___ SOURCE MATERIAL

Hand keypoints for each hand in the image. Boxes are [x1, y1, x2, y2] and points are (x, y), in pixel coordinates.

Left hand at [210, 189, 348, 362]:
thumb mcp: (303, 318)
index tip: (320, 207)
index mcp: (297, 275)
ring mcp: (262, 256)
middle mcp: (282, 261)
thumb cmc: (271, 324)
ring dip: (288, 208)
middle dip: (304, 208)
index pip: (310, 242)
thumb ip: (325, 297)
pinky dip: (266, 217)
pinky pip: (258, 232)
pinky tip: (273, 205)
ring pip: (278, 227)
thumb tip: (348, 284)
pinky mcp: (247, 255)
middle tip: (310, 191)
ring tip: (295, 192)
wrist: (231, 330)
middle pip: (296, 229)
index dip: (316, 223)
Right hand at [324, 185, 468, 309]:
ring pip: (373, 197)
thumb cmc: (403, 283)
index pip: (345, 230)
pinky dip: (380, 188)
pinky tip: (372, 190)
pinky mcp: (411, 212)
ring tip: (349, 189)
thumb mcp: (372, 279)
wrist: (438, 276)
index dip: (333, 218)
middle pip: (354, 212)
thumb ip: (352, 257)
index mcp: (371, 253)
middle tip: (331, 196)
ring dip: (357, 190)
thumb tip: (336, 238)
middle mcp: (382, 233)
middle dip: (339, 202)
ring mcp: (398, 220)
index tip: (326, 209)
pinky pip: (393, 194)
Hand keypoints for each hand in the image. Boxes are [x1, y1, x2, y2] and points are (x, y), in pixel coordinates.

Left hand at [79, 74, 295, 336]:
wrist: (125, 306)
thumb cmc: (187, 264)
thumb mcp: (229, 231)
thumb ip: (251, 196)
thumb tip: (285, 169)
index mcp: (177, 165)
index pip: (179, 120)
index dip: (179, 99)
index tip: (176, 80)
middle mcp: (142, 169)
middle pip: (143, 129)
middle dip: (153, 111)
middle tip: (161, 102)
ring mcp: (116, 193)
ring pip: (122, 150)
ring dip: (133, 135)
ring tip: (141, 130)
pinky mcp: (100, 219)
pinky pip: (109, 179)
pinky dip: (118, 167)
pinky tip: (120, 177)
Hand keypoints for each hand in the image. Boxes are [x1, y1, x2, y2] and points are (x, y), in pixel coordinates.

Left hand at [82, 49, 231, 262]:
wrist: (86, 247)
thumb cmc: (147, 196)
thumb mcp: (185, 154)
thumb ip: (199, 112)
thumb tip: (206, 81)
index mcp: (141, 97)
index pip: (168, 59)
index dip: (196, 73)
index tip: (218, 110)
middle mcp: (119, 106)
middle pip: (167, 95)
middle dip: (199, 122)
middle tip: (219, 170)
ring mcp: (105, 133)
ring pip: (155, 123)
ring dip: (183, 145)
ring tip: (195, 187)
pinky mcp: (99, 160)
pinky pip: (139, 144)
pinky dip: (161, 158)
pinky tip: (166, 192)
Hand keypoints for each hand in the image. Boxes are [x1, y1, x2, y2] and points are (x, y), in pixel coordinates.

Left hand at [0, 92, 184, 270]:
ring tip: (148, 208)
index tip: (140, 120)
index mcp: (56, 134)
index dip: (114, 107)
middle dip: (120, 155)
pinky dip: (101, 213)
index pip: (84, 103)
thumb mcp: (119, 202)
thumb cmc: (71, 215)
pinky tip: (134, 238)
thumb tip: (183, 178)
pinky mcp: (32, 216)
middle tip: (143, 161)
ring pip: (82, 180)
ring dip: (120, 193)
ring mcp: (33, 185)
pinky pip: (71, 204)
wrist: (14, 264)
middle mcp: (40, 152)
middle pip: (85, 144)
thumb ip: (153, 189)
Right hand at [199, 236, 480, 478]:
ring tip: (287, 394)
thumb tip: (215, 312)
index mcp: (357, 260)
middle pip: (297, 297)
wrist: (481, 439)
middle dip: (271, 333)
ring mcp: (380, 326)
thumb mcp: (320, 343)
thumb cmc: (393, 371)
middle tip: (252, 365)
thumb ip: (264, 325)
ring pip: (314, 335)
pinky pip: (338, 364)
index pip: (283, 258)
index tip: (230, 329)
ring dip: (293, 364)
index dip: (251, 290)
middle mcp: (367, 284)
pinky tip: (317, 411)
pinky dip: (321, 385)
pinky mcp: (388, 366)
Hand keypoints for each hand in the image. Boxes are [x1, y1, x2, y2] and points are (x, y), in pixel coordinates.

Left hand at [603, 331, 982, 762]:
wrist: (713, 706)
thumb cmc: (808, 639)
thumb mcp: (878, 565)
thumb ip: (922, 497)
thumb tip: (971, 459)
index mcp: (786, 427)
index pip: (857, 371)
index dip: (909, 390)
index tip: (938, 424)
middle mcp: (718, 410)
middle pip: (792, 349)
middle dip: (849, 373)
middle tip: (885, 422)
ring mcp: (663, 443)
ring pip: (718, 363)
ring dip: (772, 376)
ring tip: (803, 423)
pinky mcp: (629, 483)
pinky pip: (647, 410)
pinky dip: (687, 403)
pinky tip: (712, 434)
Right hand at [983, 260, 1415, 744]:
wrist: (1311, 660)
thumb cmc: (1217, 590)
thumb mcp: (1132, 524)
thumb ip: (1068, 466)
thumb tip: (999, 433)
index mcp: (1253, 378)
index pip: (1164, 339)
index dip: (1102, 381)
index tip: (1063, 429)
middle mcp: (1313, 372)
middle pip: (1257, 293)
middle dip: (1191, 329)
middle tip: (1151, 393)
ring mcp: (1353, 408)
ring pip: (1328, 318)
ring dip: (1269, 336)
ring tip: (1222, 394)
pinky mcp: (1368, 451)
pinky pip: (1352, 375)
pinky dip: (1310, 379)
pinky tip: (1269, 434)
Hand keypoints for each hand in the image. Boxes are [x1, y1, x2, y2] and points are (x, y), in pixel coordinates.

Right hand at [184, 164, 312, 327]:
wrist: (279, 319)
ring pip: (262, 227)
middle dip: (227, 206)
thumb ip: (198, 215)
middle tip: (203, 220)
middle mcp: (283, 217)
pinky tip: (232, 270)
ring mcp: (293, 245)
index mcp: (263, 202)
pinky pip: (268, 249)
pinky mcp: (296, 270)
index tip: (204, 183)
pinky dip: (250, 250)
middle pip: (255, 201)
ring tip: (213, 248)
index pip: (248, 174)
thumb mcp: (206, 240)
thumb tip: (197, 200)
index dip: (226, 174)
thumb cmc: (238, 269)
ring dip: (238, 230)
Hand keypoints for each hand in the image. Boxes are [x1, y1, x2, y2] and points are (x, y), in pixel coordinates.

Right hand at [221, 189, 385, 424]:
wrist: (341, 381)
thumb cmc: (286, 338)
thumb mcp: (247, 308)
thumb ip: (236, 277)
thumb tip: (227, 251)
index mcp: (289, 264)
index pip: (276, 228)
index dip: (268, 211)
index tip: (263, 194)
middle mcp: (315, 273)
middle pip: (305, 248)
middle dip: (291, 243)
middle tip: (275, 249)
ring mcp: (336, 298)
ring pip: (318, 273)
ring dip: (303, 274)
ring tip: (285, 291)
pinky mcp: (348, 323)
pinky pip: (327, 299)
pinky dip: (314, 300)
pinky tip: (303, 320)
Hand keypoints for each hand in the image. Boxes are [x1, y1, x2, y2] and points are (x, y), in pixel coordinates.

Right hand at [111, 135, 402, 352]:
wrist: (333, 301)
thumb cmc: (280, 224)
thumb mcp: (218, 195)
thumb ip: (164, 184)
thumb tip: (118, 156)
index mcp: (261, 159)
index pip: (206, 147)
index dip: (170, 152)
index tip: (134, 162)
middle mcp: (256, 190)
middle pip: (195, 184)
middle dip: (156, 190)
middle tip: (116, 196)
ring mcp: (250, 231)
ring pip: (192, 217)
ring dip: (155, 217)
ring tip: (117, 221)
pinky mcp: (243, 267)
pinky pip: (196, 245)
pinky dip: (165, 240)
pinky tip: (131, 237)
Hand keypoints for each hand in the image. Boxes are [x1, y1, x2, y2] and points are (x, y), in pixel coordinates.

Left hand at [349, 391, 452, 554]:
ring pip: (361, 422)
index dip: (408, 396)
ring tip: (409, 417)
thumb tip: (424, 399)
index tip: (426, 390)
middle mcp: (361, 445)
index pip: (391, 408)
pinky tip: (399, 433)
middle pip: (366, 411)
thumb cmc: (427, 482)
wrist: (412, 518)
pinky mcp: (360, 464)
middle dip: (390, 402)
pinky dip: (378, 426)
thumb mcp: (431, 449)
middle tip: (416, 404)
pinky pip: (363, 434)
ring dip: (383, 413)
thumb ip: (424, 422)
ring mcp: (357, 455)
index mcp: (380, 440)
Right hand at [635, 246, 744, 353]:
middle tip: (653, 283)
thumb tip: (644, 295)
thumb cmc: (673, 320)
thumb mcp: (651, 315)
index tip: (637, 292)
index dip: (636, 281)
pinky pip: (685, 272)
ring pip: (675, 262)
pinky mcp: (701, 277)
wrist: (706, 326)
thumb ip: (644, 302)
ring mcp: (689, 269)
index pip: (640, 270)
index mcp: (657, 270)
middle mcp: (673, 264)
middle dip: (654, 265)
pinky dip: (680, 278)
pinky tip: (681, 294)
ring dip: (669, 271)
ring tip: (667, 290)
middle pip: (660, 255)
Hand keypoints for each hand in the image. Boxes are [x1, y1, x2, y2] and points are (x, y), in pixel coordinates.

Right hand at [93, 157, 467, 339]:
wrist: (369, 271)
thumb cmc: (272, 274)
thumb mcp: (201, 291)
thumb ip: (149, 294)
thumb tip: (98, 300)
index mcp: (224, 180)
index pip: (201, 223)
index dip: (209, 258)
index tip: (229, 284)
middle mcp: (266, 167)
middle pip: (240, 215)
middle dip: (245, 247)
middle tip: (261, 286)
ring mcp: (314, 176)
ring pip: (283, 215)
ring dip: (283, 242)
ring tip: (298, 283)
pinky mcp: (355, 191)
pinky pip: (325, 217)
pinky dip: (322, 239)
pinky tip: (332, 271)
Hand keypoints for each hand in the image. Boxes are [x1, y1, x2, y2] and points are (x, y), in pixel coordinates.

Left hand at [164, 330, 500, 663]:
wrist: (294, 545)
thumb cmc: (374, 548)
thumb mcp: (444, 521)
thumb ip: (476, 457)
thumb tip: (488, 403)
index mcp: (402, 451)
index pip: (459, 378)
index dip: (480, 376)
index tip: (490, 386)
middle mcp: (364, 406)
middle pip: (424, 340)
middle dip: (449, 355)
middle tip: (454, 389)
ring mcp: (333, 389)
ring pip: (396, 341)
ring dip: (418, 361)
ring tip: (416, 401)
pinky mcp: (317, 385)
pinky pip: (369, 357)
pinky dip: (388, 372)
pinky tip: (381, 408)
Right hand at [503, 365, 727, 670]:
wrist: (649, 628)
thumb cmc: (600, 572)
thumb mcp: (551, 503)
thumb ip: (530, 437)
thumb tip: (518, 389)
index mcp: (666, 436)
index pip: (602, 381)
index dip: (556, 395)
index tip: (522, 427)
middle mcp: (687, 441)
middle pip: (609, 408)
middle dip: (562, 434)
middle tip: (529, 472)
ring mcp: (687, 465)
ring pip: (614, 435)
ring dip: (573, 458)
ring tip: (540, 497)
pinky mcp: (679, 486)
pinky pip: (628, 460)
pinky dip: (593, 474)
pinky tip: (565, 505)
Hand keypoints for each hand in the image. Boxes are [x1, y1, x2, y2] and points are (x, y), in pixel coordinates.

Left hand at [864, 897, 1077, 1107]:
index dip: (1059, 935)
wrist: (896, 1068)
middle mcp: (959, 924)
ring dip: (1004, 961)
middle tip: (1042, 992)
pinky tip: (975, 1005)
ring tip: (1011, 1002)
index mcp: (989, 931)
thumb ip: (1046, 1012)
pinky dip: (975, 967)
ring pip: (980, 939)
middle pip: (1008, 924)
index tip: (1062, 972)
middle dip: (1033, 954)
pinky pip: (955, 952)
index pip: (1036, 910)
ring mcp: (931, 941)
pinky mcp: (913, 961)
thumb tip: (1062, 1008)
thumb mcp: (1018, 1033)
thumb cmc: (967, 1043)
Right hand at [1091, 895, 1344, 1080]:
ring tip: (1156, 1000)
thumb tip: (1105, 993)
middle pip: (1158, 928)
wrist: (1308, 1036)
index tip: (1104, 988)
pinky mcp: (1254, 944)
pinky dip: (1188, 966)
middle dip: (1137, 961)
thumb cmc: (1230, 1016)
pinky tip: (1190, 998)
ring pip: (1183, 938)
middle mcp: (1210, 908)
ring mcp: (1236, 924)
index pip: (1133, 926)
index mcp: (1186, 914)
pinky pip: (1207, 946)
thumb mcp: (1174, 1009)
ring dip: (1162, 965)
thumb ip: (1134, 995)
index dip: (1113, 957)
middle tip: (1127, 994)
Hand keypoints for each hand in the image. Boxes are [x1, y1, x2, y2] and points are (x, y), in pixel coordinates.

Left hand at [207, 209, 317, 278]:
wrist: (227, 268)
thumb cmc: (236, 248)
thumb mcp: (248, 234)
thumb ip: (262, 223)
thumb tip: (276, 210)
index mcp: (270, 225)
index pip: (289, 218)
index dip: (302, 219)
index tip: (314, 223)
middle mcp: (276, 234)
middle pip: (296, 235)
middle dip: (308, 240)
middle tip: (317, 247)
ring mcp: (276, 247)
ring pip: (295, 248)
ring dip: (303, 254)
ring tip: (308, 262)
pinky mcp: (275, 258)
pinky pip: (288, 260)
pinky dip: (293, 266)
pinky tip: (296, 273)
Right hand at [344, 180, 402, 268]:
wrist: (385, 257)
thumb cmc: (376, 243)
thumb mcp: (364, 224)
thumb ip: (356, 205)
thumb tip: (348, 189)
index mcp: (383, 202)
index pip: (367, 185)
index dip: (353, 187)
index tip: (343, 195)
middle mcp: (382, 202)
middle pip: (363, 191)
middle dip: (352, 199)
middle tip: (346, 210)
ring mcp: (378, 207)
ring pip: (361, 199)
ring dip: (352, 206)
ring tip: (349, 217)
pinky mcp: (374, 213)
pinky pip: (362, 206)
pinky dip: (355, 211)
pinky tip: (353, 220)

______

▶ [TASK]:
With the line that has "middle tip: (1127, 994)" as the first and the line that has "pinky tip: (296, 273)" as the last, repeat exactly that run of lines above and no more.

▶ [RESPONSE TO THIS TASK]:
middle tip: (1127, 994)
Hand keypoints for each hand in the image. Boxes are [x1, y1, x2, y2] and points are (x, y), in pixel coordinates.

Left hand at [207, 209, 317, 278]:
wrist: (227, 268)
thumb cmc: (236, 248)
thumb mcp: (248, 234)
thumb ip: (262, 223)
thumb tip: (276, 210)
index mcp: (270, 225)
index pip: (289, 218)
index dip: (302, 219)
index tip: (314, 223)
middle mcp: (276, 234)
middle pip: (296, 235)
middle dip: (308, 240)
middle tip: (317, 247)
ring mcp: (276, 247)
ring pip: (295, 248)
ring dip: (303, 254)
ring tip: (308, 262)
pinky mcp: (275, 258)
pinky pip: (288, 260)
pinky dip: (293, 266)
pinky tip: (296, 273)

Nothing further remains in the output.